The new regulation provides for a multi-tiered sanction structure for violations, which must be carefully examined in advance as part of the risk assessment. Essential organizations face fines of up to 10 million euros or 2 percent of their global annual turnover, while key companies face fines of up to 7 million euros or 1.4 percent of their turnover.

However, the consequences go beyond fines. IT teams also need to prepare for possible non-monetary sanctions, which are enshrined in the NIS2 policy and can have a significant impact on the business. This includes the mandatory implementation of the recommendations of the security audit, which requires a complete adaptation of the existing security measures. Official orders to retrofit and adapt security measures to the strict NIS2 requirements may also follow.
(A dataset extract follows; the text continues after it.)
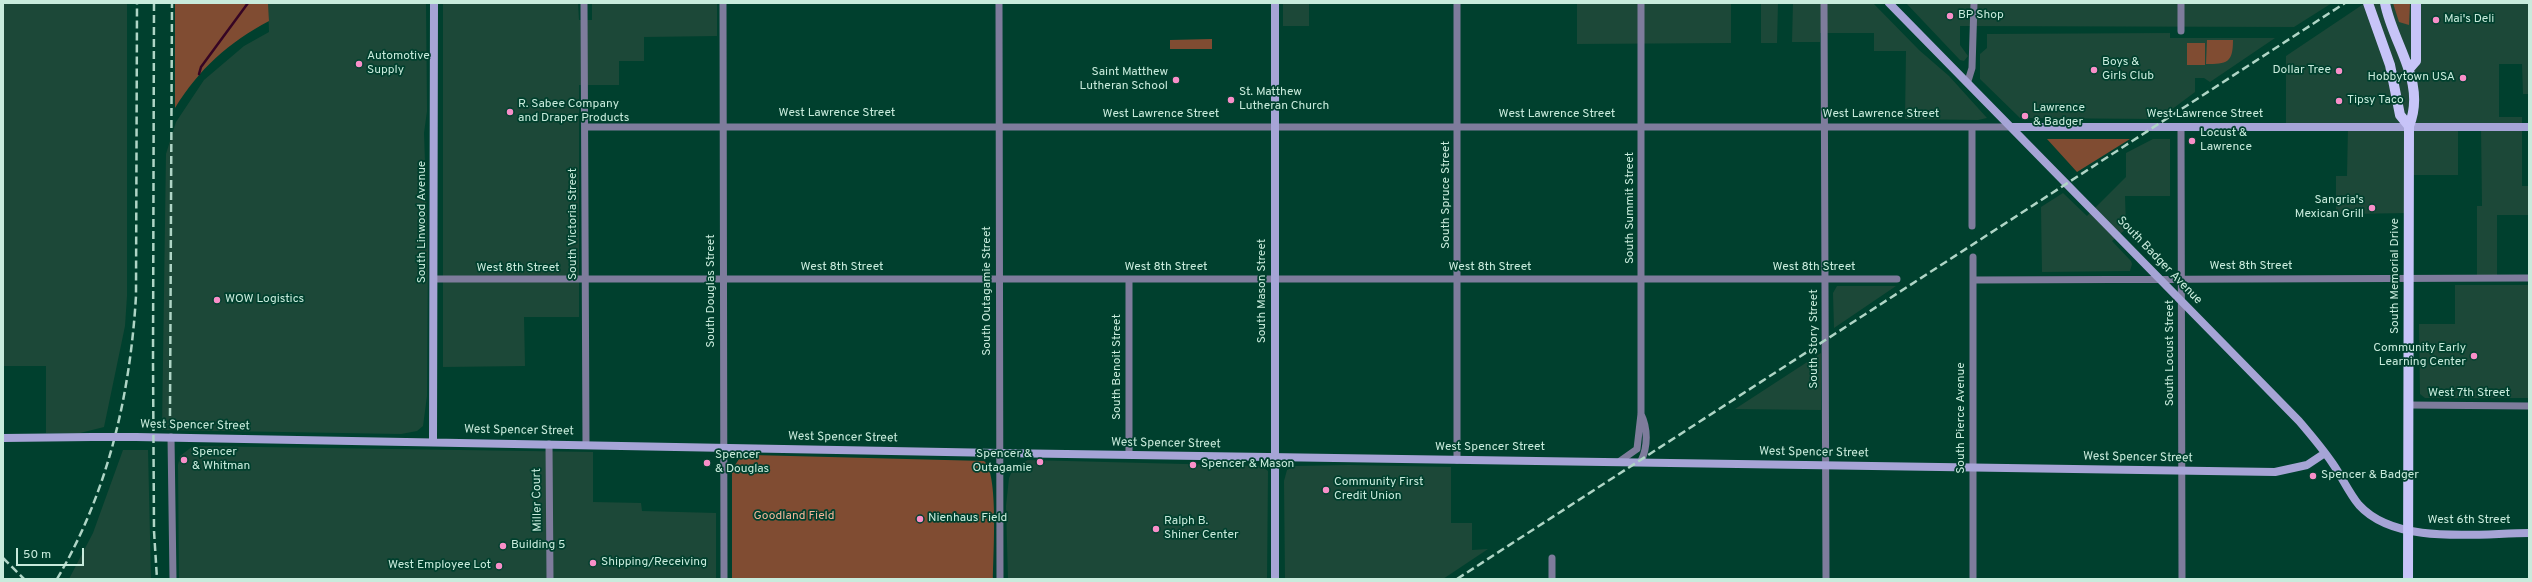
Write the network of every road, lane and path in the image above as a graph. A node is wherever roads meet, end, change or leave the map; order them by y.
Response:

Management now bears direct responsibility for cybersecurity, with repeated violations threatening sanctions up to and including withdrawal of management function. This makes cybersecurity a top priority, focusing on governance and strengthening organizational resilience. The real challenge is leveraging regulatory compliance to strengthen overall cybersecurity practices, improve supply chain security, and earn stakeholder trust – a key focus area where advanced governance, risk and compliance platforms are needed (GRC) can provide support to ensure readiness and flexibility.

Take measures to comply with regulations

A strategic focus on governance, risk management and compliance is a prerequisite for preparing for the implementation of the regulation. Boards and executives must prioritize cybersecurity as a business-critical issue and integrate it into the overall governance framework. This requires ensuring that senior management is equipped with the knowledge and tools to effectively monitor cybersecurity measures.

At the operational level, organizations should adopt risk-based measures tailored to their specific threat profiles. This includes securing internal and external systems through vulnerability monitoring, enforcing multi-factor authentication and implementing encryption. Incident response must also be robust, with automated systems enabling rapid detection, reporting and remediation of breaches.

To ensure supply chain security under NIS2, technical leaders must prioritize working directly with their suppliers’ cybersecurity measures. This includes not only assessing the extent to which suppliers are prepared for a cyber attack, but also including security requirements in supply contracts to ensure compliance with the directive’s minimum standards. NIS2 requires both essential and essential companies to manage risks to network and information systems in their supply chains. These regulatory measures provide greater transparency of supplier systems and continuous monitoring as companies are now expected to proactively identify and address vulnerabilities that may lie hidden in their supply chain.

By implementing these measures, companies can not only ensure compliance, but also improve their resilience to increasingly sophisticated supply chain attacks. In the long term, this will make supply chains much safer because they are controlled by multiple bodies.

Look forward and seize the opportunity

The delay in implementing the regulation is not only a reprieve, but also an opportunity for companies to get ahead of the curve. By strengthening governance, adapting risk management practices and adopting forward-looking compliance measures, companies can turn regulatory requirements into a strategic advantage. At a time when cybersecurity is both a regulatory and operational priority, the ability to adapt and lead will determine long-term resilience and success. Companies that adhere to cyber security regulations will not only meet regulatory requirements, but also provide real protection against emerging cyber threats.